Some local farms grow flowers exclusively for Winston Flowers each year, which generally means that flowers were likely in the ground two days prior to clients receiving them as part of their arrangements.

Some of the company's more exclusive flowers such as Italian sweet pea, anthurium, and lady slipper orchids are imported from the Netherlands, Italy, France, and Ecuador, beginning with Dutch tulips in the early 1970s under Maynard's stewardship.

Winston Flowers' blooms are selected based on their aesthetic qualities, longevity, freshness, and color. Flowers are then transported to Winston Flowers via commercial airlines to preserve fuel and reduce emissions. The majority of products imported overseas comes through New York's John F. Kennedy International airport.

==Retail locations==
The company has four Massachusetts retail shops—Boston, Massachusetts; Chestnut Hill, Massachusetts; and Wellesley, Massachusetts—and one in Greenwich, Connecticut.

The retail shop on Boston's Boylston Street closed in 2008, and locations in Hingham, Massachusetts; Concord, Massachusetts, and Federal Street in Boston, Massachusetts were shuttered in spring 2020.

==Services==
David and Ted Winston further developed the company's offerings by creating a series of floral gift collections. Winston Flowers' floral gift collections change nine times per year and are tied to seasons and occasions, including winter, Valentine's Day, spring, Mother's Day, late spring, summer, late summer, autumn, and holiday. Additional collections include the Luxe Collection, Plant Collection, Gourmet Collection, as well as weekly or monthly subscriptions. All floral designs are arranged in vessels and containers imported from all over the globe.

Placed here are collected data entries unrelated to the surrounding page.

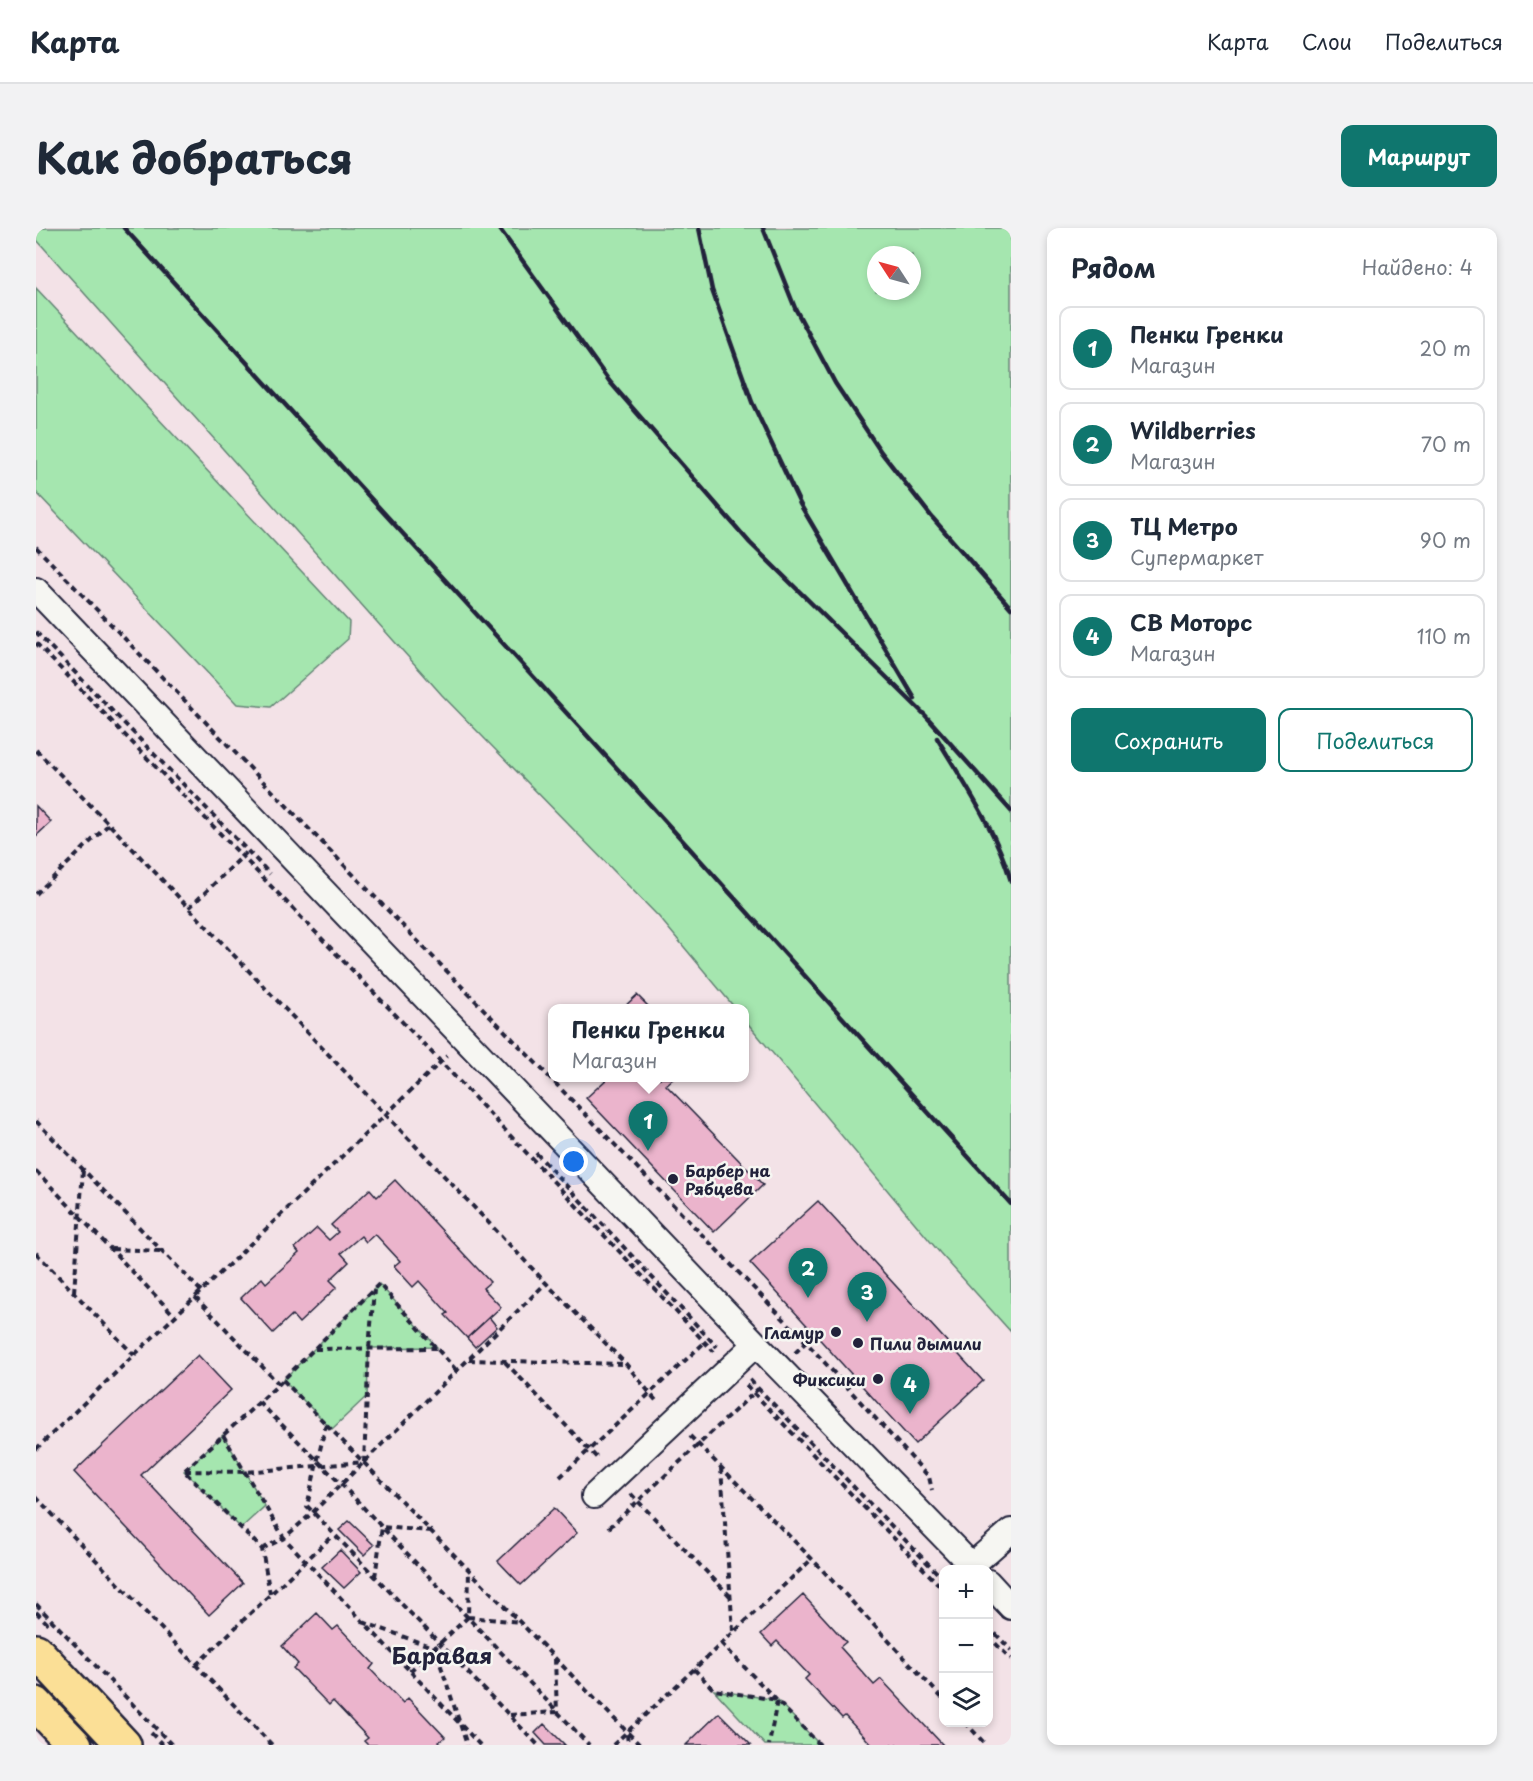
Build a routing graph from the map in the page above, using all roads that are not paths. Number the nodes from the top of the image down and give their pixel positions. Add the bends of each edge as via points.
1 (36, 590) edge
2 (756, 1344) junction
3 (594, 1496) dead end
4 (1011, 1531) edge
5 (972, 1565) edge
6 (984, 1565) edge
7 (993, 1587) edge
8 (1011, 1606) edge
9 (36, 1651) edge
10 (36, 1704) edge
11 (75, 1745) edge
12 (124, 1745) edge

1 - 2 street
2 - 3 street
2 - 5 street
4 - 6 street
7 - 8 street
9 - 12 highway
10 - 11 highway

Permanent collections include Sympathy, Roses, and Baby Baskets.

Mother's Day is the busiest floral holiday of the year for Winston Flowers, followed by Valentine's Day.

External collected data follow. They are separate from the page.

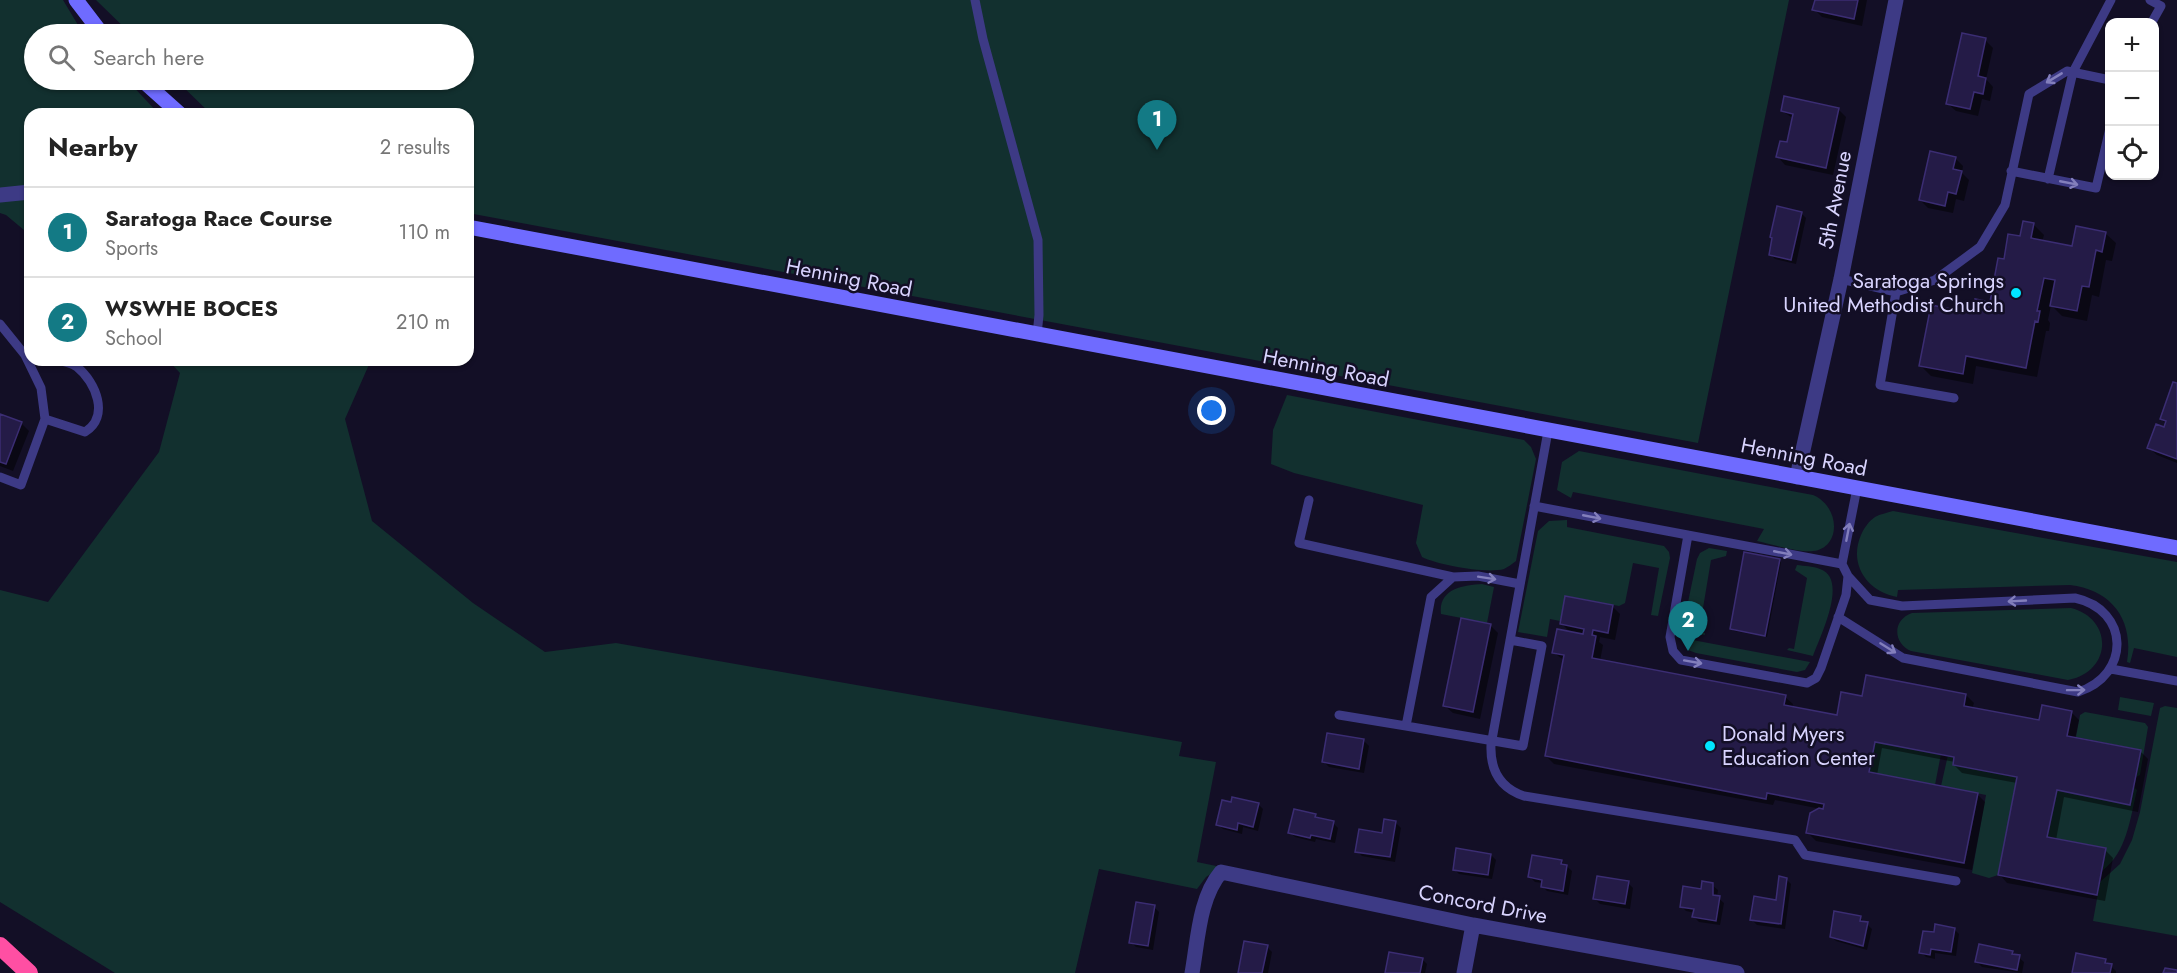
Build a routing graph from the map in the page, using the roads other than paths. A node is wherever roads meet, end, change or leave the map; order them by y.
1 (76, 0) edge
2 (975, 0) edge
3 (1896, 0) edge
4 (2111, 0) edge
5 (2150, 0) edge
6 (2154, 18) edge
7 (94, 24) edge
8 (2073, 72) junction
9 (2105, 79) edge
10 (153, 90) edge
11 (173, 108) edge
12 (2105, 146) edge
13 (2011, 171) junction
14 (2048, 179) junction
15 (24, 193) edge
16 (0, 195) edge
17 (474, 228) edge
18 (1841, 279) junction
19 (1896, 292) junction
20 (0, 324) edge
21 (1037, 335) junction
22 (24, 351) edge
23 (32, 366) edge
24 (74, 366) edge
25 (1954, 398) dead end
26 (45, 419) junction
27 (1548, 431) junction
28 (0, 477) edge
29 (1797, 477) junction
30 (1857, 488) junction
31 (1309, 500) dead end
32 (1534, 506) junction
33 (1688, 535) junction
34 (2177, 548) edge
35 (1842, 564) junction
36 (1848, 576) junction
37 (1453, 577) junction
38 (1520, 584) junction
39 (1838, 617) junction
40 (1510, 639) junction
41 (2111, 669) junction
42 (2177, 681) edge
43 (1339, 715) dead end
44 (1406, 726) junction
45 (1492, 740) junction
46 (1956, 881) dead end
47 (1473, 925) junction
48 (0, 946) edge
49 (0, 958) edge
50 (1712, 971) edge
51 (21, 973) edge
52 (29, 973) edge
53 (1192, 973) edge
54 (1464, 973) edge
55 (1737, 973) edge

1 - 7 street
2 - 21 lane
3 - 18 street, 5th Avenue
4 - 8 lane
5 - 6 lane
8 - 9 lane
8 -> 13 lane
8 - 14 lane
10 - 11 street
14 -> 12 lane
13 - 14 lane
13 - 19 lane
15 - 16 street
17 - 21 street, Henning Road
18 - 19 lane
18 - 29 street, 5th Avenue
19 - 25 lane
20 - 22 lane
21 - 27 street, Henning Road
23 - 26 lane
24 - 26 lane
26 - 28 lane
27 - 29 street, Henning Road
27 - 32 lane
29 - 30 street, Henning Road
30 - 34 street, Henning Road
35 -> 30 lane
31 - 37 lane
32 -> 33 lane
32 - 38 lane
33 -> 35 lane
33 -> 39 lane
35 - 36 lane
36 - 39 lane
41 -> 36 lane
37 -> 38 lane
37 - 44 lane
38 - 40 lane
39 -> 41 lane
40 - 45 lane
40 - 45 lane
41 - 42 lane
43 - 44 lane
44 - 45 lane
45 - 46 lane
47 - 50 street, Concord Drive
47 - 53 street, Concord Drive
47 - 54 street
48 - 52 highway
49 - 51 highway
50 - 55 street, Concord Drive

Other services include corporate, residential, holiday décor, and wedding and special events.

==Philanthropy==
In 2010, Winston Flowers launched a philanthropic platform called Charity in Bloom. Each month, 20% of the purchase price of a custom-designed floral arrangement is donated to a different non-profit organization. The initiative launched with Boston, Massachusetts-based Perkins School for the Blind as its first partner organization. Other recipients include the Breast Cancer Research Foundation (national); Greater Boston Food Bank (Boston) and City Harvest (New York); and Boys & Girls Clubs (Boston) and Madison Square Boys & Girls Clubs (New York) and all share a common focus on health and wellness, medical research, and/or mentorship.